The CAMA 2020 requires any person that is proposed to be appointed as a director of a public company to disclose, at the meeting where he is to be appointed, any position he holds as a director in any other public company.

The CAMA 2020 also introduces a limit on multiple directorships of public companies by stating that no person can be a director in more than five public companies at the same time. Any person who is currently a director in more than five public companies is required to resign from some of those board positions in order to ensure compliance with this requirement, and must do so by the annual general meeting of the relevant companies that takes place after a period of two years from the commencement of the Act. Put simply, such directors should seek to comply within the next two years.

Directors in default after the expiration of the two-year timeframe will be liable to a daily penalty in an amount to be specified in the regulations that will be issued by the Corporate Affairs Commission (the "CAC") and will also be required to refund all remuneration and allowances paid to them as a director in each company exceeding the limit of five companies prescribed by CAMA 2020.

There is no restriction on the number of private company boards that a director can be appointed to.

  1. Register of Director's Residential Address and Use and Disclosure of Protected Information

The CAMA 2020 now requires all companies to keep a Register of Directors' Residential Address which must contain the usual residential address of the company's directors. This register differs from the Register of Directors that section 318 of CAMA 2020 also requires companies to maintain because the Register of Directors only contains information on the "service address" of a director which, in some cases, could be the company's registered office. If, however, a director's usual residential address is the same as his service address (as indicated in the company's Register of Directors), then the Register of Directors' Residential Addresses only needs to contain an entry to that effect.

In order to protect the privacy of directors, the CAMA 2020 classifies information relating to the residential address of a director as "protected information". This information does not cease to be protected information when the director resigns from the board of the company. Accordingly, the company cannot use or disclose this information in relation to any director without the consent of the relevant director unless it is for the purpose of (i) communicating with that director (ii) complying with the requirements of the CAMA 2020 or (iii) complying with a court order.
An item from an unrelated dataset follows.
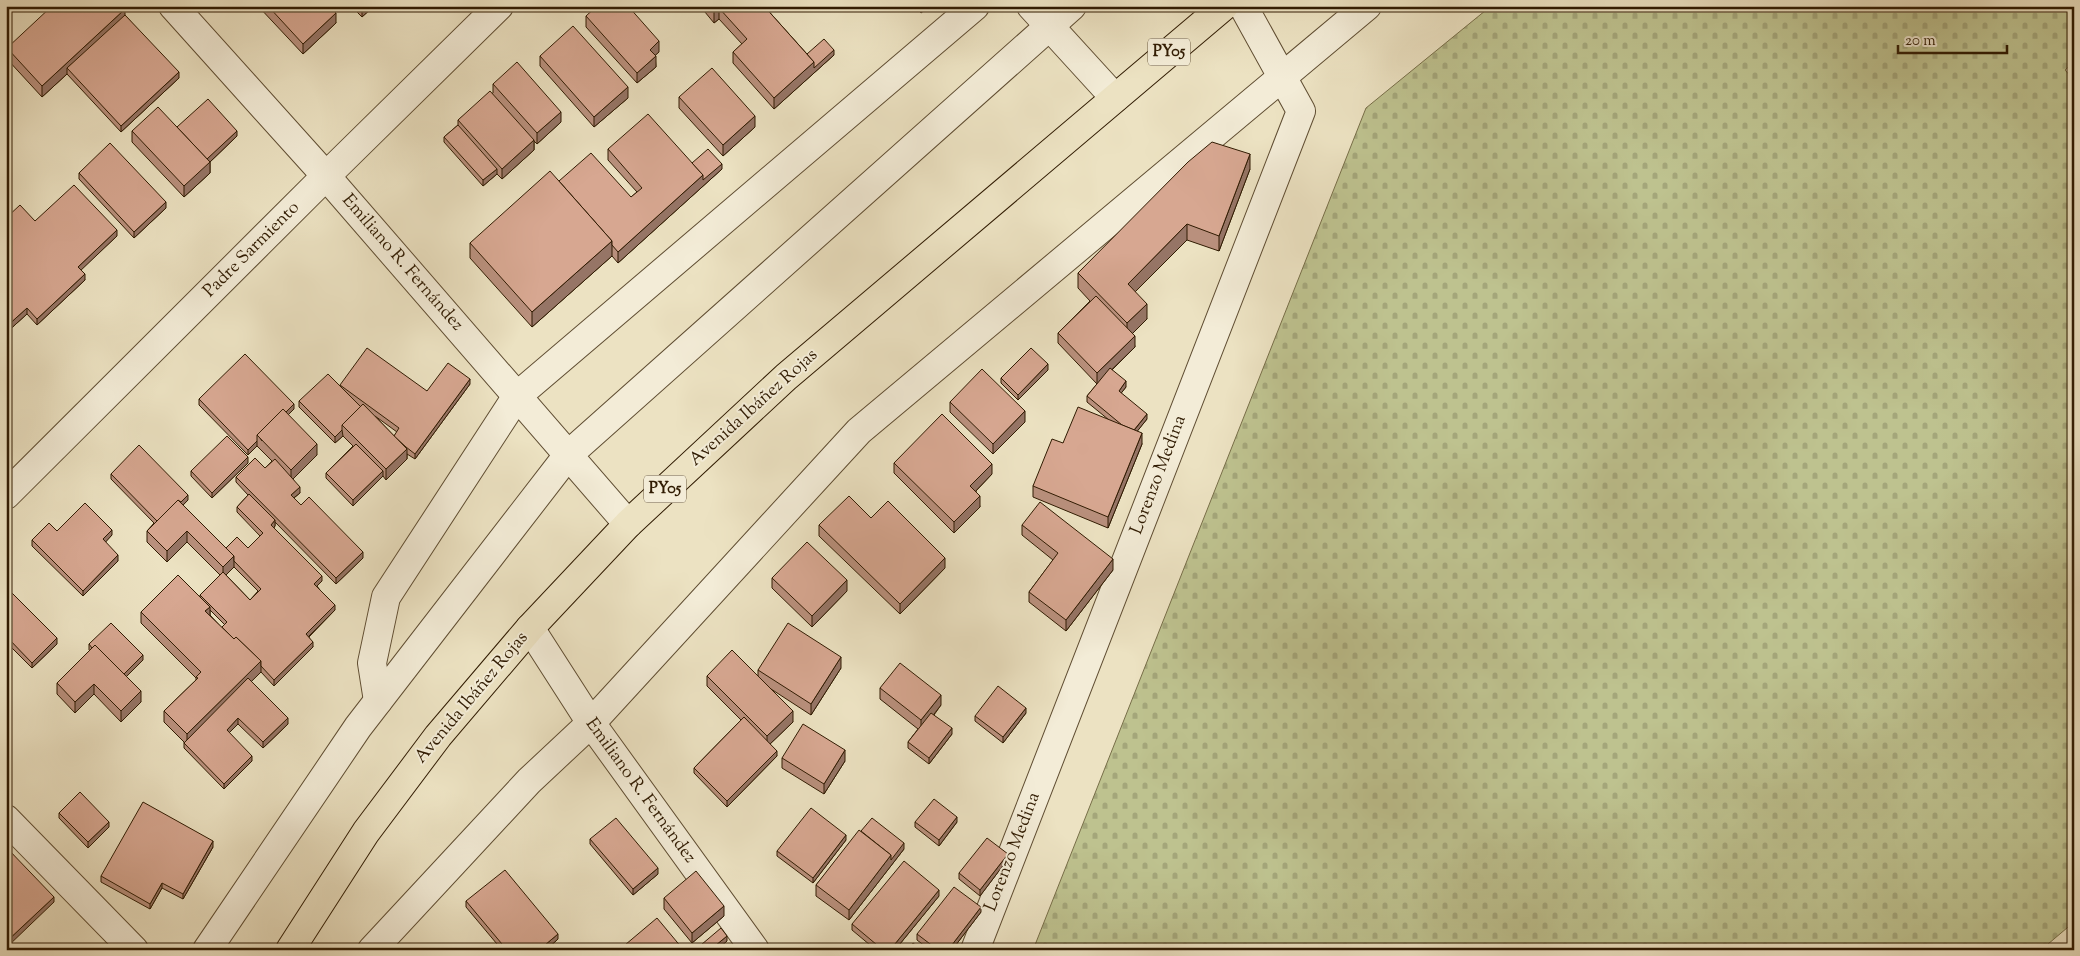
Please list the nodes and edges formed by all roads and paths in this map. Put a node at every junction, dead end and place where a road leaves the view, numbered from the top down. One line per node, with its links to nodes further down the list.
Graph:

There are also restrictions on the CAC's ability to use or disclose such protected information. The CAC is permitted to use the protected information for communicating with the director in question1 but the CAC may only disclose such information to a credit reference agency or to a public authority - subject to any regulations issued by the Minister of Trade and Investment prescribing conditions that must be satisfied before such protected information may be disclosed to any such public authority. 2

  1. Removal of a director is now a basis for disqualification

CAMA 2020 retains the procedure for removal of directors outlined under the Repealed CAMA. A key change, however, is that directors who are suspended or removed from office by the company in accordance with section 288 of CAMA 2020 will be disqualified from being directors of other companies.3

  1. Attendance at Board Meetings now a Factor in Re-Election

The CAMA 2020, in section 284(2) makes the attendance record of a director one of the factors that should be taken into consideration when a director presents himself for re-election. Where any director is to be considered for re-election at a general meeting of a company, the record of his attendance at the meetings of the board during the year preceding the proposed re-election is required to be made available to the members at the general meeting where he is to be re-elected.

Footnotes

1. Section 326(1)

2. Section 326(2) and (3)

3.Section 283 (c)

The content of this article is intended to provide a general guide to the subject matter. Specialist advice should be sought about your specific circumstances.